-- Task inputs --
=====

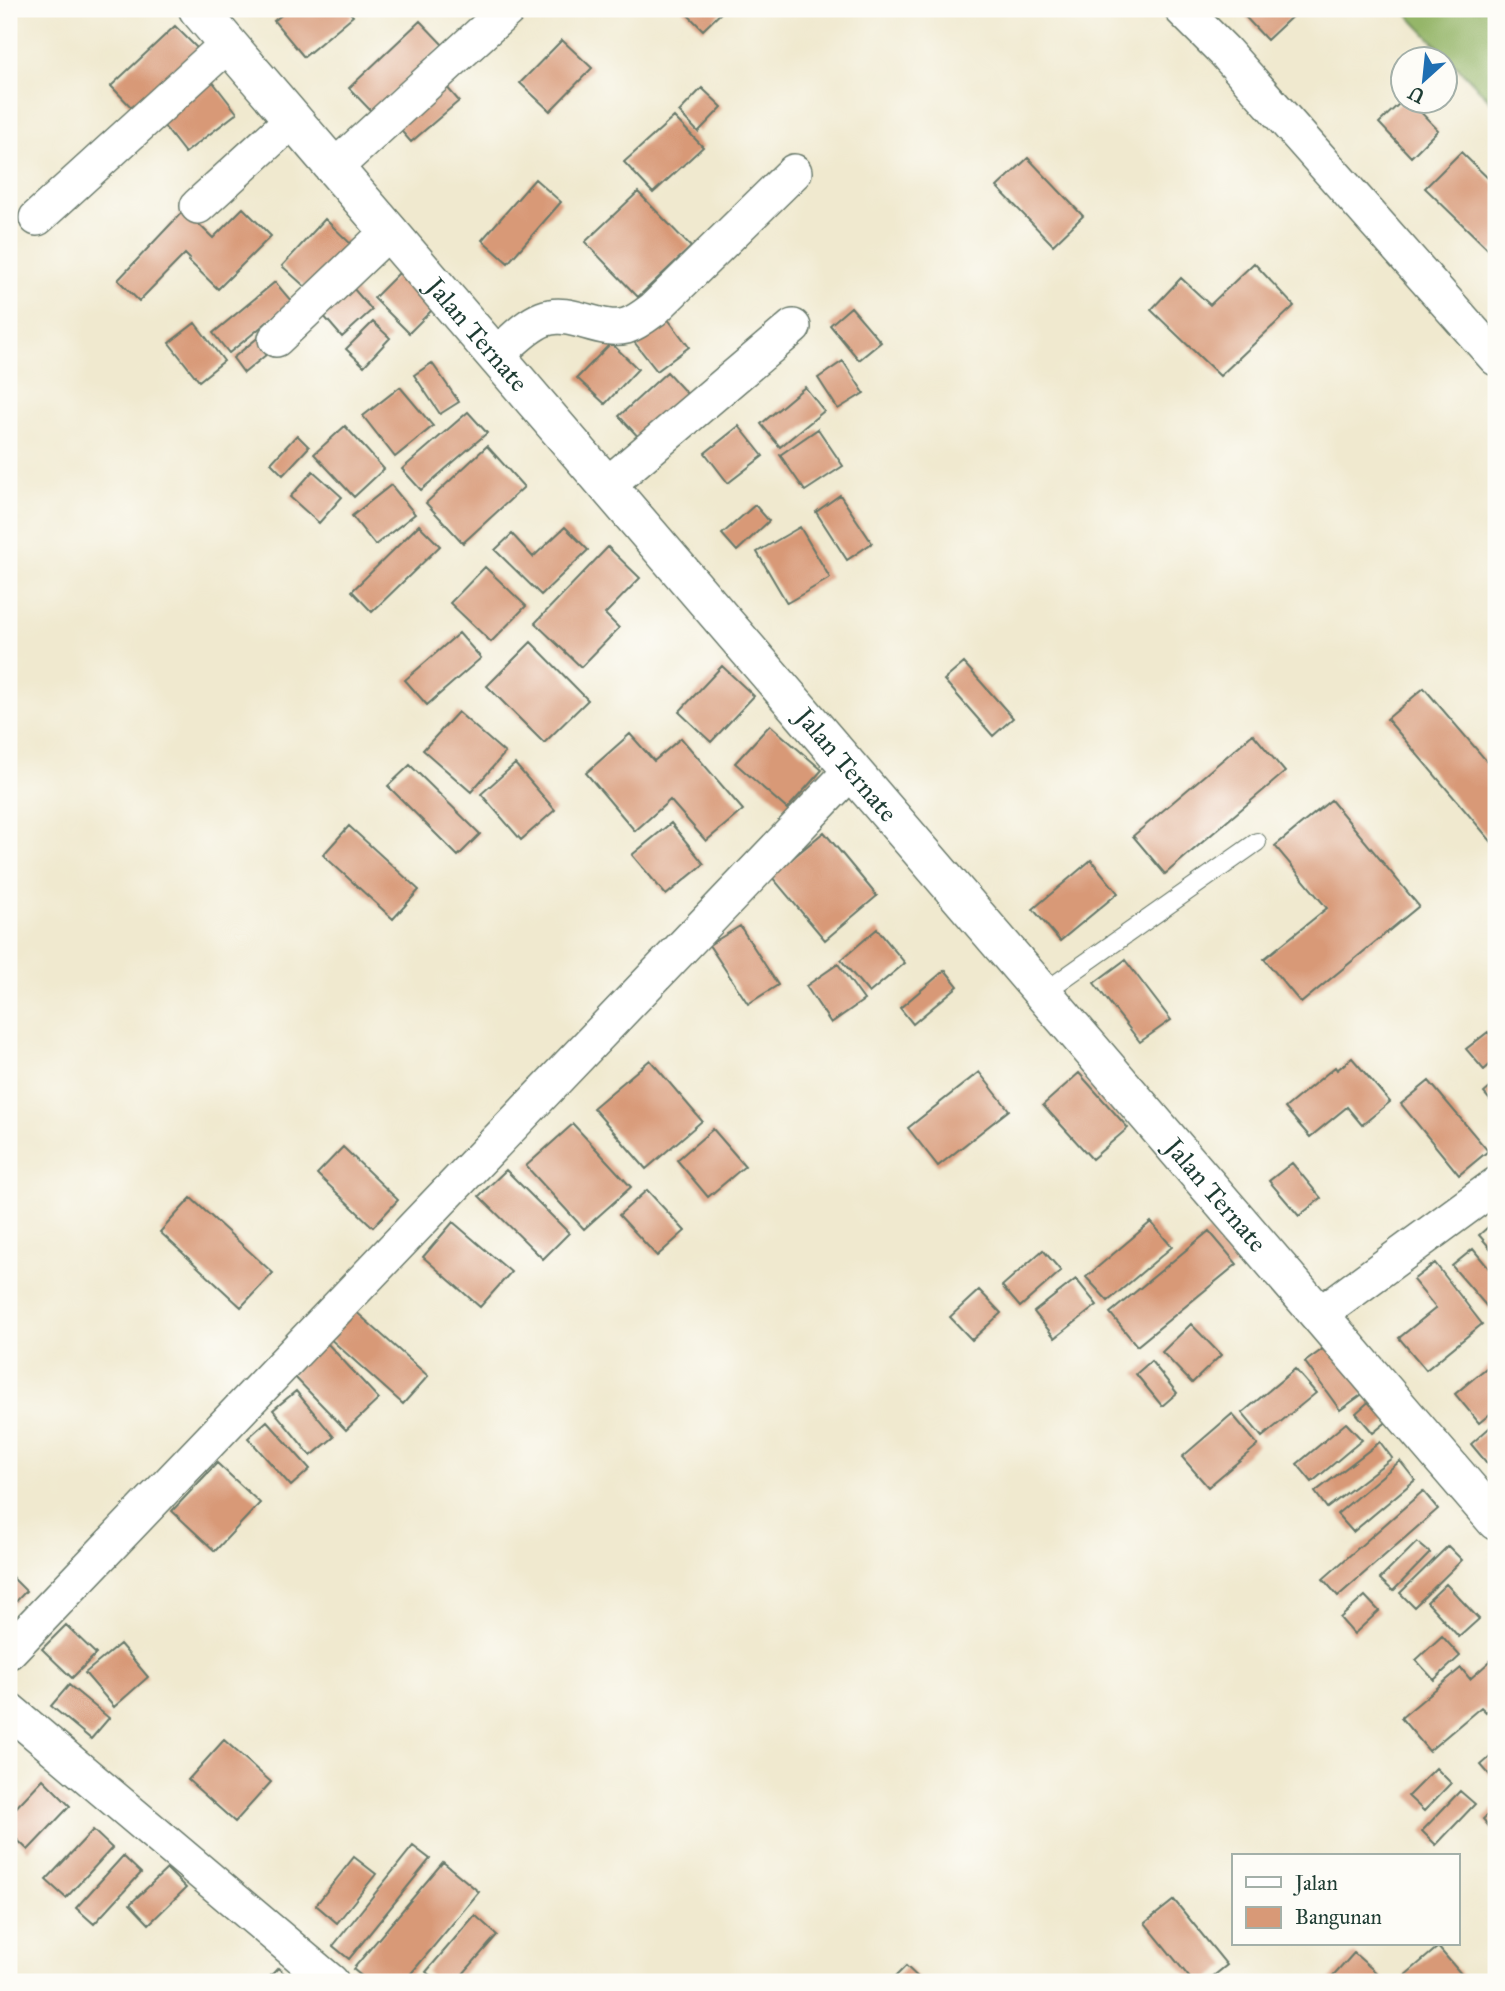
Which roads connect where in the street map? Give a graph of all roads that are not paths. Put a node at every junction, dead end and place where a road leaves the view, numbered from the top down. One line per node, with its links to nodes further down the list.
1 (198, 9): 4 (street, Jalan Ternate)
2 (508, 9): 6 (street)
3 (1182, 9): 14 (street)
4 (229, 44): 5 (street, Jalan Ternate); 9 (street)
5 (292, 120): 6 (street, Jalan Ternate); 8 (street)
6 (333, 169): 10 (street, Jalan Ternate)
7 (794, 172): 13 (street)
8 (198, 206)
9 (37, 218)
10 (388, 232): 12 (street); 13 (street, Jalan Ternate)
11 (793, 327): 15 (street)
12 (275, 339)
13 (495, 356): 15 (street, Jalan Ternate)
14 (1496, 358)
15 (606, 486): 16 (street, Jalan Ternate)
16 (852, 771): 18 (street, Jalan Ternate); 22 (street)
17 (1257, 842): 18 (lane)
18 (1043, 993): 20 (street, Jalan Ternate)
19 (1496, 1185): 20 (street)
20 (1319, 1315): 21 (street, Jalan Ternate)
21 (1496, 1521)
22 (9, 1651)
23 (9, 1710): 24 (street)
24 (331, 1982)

=====

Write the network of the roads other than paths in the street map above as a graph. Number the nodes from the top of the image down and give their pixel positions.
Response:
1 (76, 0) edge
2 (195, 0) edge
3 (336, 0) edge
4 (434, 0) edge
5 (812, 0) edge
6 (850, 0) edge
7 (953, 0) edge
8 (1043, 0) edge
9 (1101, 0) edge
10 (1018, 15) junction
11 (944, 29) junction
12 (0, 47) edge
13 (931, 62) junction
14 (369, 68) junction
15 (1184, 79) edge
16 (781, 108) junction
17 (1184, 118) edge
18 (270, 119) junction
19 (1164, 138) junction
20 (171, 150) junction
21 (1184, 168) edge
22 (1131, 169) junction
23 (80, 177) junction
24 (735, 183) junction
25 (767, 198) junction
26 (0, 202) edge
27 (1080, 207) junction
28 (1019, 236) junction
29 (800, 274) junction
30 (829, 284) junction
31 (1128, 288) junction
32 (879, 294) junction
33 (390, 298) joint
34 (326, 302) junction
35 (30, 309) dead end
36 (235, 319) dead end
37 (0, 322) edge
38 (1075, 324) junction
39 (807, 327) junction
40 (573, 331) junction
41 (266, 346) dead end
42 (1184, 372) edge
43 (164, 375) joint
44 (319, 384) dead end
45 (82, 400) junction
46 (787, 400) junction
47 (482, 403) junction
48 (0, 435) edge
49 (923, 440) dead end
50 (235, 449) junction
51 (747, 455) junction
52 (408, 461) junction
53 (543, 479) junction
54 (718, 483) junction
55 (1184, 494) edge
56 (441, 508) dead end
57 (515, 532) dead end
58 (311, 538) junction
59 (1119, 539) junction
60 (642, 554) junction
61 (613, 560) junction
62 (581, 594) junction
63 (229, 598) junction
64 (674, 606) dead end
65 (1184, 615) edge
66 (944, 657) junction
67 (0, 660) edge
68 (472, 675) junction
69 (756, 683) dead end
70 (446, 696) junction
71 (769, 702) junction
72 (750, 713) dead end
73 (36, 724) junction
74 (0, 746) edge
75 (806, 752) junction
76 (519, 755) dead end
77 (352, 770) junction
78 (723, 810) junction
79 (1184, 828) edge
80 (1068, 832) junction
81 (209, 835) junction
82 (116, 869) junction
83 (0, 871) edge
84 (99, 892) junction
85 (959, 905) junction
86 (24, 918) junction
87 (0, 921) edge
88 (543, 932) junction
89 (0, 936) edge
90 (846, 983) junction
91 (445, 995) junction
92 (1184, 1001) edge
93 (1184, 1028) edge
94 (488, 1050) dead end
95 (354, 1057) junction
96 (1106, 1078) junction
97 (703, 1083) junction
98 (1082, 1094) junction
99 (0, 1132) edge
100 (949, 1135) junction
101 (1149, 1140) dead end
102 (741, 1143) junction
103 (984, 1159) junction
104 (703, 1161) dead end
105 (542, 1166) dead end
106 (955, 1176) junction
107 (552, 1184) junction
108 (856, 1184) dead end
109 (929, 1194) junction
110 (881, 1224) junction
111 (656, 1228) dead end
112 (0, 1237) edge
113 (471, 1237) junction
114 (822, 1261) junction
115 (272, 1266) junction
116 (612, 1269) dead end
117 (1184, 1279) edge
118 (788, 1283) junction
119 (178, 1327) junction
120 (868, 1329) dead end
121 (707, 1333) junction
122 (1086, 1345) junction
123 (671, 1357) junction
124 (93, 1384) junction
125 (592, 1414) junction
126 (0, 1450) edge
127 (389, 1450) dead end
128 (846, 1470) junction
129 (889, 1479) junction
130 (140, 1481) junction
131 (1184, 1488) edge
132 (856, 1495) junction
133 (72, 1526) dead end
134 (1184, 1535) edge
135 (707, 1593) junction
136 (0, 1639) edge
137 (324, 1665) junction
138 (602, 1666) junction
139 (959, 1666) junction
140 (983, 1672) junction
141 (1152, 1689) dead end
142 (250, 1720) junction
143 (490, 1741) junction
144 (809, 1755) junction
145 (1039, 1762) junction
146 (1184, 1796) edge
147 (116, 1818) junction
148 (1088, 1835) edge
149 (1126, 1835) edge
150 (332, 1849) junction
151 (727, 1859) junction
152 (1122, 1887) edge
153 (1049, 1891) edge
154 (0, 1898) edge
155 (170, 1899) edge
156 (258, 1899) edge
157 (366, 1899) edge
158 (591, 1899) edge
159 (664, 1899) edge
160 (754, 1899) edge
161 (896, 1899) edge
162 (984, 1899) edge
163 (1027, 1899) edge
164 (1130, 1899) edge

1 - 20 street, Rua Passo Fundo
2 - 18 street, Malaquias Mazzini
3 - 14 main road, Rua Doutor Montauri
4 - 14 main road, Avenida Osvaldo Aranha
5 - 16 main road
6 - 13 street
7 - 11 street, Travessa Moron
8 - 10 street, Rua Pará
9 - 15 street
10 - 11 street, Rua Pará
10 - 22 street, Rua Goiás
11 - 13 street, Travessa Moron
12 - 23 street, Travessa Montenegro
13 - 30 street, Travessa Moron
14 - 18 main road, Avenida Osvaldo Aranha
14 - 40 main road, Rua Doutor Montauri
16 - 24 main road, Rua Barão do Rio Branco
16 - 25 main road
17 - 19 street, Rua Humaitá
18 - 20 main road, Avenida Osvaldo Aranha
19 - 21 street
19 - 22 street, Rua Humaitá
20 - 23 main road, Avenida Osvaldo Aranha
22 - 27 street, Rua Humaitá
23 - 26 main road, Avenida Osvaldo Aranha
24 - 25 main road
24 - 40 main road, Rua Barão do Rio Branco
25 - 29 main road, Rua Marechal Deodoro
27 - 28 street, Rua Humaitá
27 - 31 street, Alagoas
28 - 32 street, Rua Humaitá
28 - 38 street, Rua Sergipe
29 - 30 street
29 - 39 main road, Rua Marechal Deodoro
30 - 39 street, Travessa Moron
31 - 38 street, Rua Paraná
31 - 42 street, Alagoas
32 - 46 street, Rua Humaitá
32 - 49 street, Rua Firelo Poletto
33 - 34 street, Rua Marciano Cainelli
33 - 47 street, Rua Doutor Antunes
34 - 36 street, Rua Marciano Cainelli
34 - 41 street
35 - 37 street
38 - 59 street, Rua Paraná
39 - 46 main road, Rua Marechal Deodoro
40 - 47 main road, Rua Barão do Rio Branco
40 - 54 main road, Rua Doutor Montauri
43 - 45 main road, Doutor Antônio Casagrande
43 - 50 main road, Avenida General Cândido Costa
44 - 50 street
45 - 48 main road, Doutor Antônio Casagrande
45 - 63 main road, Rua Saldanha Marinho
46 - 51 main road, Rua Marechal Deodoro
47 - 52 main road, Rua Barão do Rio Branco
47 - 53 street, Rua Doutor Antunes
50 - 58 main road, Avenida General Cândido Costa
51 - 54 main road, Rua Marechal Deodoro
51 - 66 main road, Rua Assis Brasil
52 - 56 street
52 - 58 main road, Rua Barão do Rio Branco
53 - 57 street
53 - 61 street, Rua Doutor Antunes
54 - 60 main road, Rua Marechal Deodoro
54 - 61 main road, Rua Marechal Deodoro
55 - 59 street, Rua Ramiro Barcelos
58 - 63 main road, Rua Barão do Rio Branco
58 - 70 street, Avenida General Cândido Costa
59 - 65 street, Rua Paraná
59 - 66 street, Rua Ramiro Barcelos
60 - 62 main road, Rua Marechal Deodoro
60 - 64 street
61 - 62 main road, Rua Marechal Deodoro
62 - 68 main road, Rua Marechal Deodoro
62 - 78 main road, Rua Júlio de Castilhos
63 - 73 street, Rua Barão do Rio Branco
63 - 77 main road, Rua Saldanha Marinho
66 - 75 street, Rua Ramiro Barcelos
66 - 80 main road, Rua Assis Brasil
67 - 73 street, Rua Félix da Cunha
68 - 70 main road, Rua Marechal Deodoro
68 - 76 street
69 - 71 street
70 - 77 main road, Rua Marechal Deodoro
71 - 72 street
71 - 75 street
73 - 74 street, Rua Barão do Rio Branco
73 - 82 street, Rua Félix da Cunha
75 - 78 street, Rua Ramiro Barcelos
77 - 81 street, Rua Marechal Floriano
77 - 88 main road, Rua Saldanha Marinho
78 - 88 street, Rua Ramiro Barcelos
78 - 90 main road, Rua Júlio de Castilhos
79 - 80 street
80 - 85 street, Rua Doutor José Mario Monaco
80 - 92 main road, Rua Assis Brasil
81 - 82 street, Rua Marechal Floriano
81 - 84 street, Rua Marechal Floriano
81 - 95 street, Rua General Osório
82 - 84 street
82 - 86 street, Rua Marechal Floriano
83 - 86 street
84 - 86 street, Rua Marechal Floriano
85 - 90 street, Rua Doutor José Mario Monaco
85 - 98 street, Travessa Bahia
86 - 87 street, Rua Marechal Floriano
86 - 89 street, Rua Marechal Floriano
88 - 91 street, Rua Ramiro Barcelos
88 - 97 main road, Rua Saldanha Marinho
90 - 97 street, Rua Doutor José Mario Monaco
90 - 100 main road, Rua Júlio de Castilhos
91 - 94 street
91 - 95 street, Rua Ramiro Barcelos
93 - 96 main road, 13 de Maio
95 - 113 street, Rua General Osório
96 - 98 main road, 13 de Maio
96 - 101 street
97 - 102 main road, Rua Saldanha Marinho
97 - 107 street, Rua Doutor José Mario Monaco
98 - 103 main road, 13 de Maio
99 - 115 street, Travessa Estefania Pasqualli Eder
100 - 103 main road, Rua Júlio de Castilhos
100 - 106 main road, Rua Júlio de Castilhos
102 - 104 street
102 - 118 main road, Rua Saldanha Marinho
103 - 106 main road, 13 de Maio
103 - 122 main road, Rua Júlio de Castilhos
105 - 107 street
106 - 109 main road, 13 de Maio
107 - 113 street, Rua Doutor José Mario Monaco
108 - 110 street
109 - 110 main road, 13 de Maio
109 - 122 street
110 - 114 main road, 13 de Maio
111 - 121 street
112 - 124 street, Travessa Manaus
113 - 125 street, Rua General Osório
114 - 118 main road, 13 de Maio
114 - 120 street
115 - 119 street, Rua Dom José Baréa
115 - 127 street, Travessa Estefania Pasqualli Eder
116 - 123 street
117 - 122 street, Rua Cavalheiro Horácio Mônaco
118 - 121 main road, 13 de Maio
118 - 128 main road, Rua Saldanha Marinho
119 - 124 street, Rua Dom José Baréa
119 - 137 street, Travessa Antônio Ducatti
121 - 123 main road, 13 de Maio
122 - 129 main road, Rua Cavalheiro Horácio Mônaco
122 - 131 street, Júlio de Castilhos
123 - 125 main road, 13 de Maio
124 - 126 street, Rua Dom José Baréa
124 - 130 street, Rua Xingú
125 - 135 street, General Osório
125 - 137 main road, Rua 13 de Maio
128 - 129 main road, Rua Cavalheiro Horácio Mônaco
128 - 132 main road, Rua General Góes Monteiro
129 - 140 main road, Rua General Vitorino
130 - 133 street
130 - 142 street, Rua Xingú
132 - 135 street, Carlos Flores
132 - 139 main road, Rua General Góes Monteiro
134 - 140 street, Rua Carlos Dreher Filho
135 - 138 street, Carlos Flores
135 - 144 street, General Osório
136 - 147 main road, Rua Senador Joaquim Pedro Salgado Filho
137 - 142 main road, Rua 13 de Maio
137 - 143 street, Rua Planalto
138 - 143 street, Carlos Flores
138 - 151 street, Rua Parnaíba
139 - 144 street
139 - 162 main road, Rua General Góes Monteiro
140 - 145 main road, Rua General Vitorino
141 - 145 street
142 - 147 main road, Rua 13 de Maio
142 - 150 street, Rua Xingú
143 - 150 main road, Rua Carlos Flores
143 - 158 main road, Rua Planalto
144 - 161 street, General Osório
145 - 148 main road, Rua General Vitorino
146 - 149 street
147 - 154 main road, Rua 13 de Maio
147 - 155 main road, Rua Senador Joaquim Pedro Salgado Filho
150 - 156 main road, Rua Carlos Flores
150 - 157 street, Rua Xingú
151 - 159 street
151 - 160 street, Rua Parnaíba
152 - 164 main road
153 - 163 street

=====

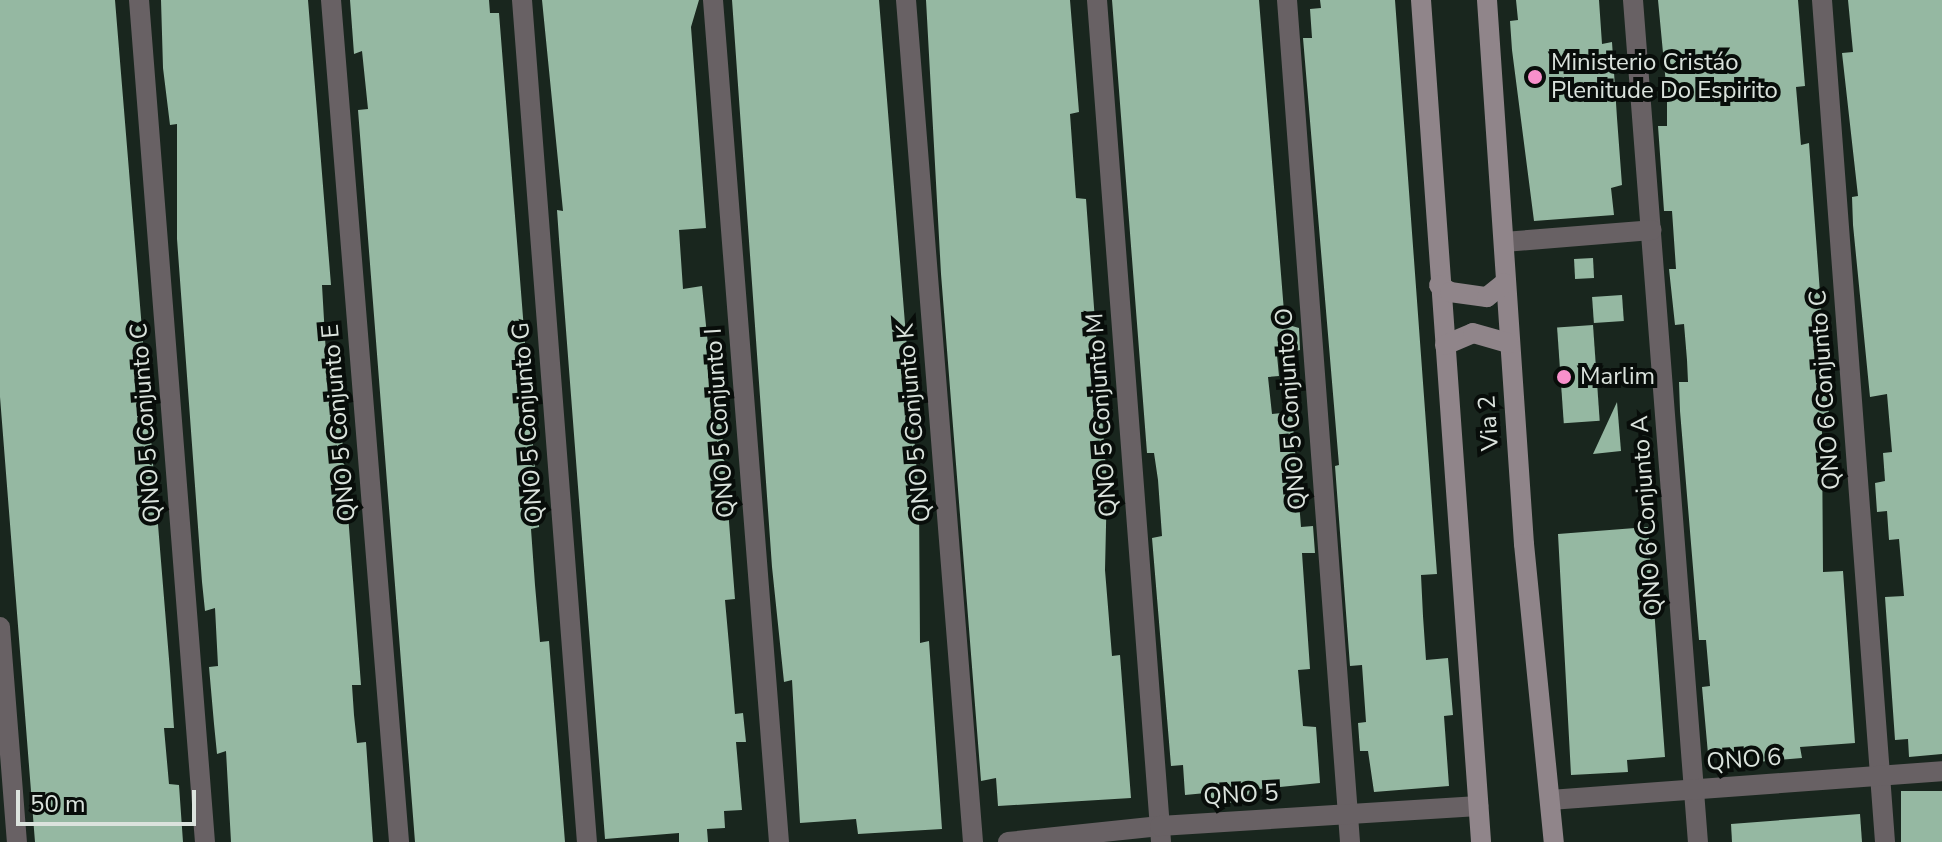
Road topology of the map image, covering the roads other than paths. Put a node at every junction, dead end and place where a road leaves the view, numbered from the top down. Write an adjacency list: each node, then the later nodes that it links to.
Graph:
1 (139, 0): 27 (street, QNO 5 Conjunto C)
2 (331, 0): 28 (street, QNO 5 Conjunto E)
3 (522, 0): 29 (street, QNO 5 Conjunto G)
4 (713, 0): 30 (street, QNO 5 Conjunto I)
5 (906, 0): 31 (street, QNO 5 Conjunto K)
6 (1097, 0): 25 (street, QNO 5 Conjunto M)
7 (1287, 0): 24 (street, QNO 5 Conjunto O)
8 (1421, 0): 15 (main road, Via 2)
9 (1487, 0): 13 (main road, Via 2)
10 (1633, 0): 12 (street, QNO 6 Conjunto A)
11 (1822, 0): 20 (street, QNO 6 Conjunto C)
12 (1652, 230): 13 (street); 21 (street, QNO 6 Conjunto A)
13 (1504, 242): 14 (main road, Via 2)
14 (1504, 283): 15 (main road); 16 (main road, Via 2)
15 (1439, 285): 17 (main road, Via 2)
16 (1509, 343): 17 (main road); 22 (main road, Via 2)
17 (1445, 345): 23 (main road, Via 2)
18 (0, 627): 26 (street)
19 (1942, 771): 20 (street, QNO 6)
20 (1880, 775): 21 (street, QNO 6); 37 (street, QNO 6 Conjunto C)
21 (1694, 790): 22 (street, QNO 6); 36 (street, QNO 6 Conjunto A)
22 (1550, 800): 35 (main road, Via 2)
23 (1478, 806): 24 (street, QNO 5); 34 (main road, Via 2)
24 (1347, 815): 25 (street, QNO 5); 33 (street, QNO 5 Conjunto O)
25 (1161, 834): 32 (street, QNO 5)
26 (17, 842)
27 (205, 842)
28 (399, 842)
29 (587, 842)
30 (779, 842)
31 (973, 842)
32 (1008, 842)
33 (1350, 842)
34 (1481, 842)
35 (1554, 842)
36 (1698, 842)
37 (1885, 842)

=====

-- Task statement --
Find the lines above that include the string "other" and copy them.

-- Written reply --
Write the network of the roads other than paths in the street map above as a graph. Number the nodes from the top of the image down and give their pixel positions.
Road topology of the map image, covering the roads other than paths. Put a node at every junction, dead end and place where a road leaves the view, numbered from the top down. Write an adjacency list: each node, then the later nodes that it links to.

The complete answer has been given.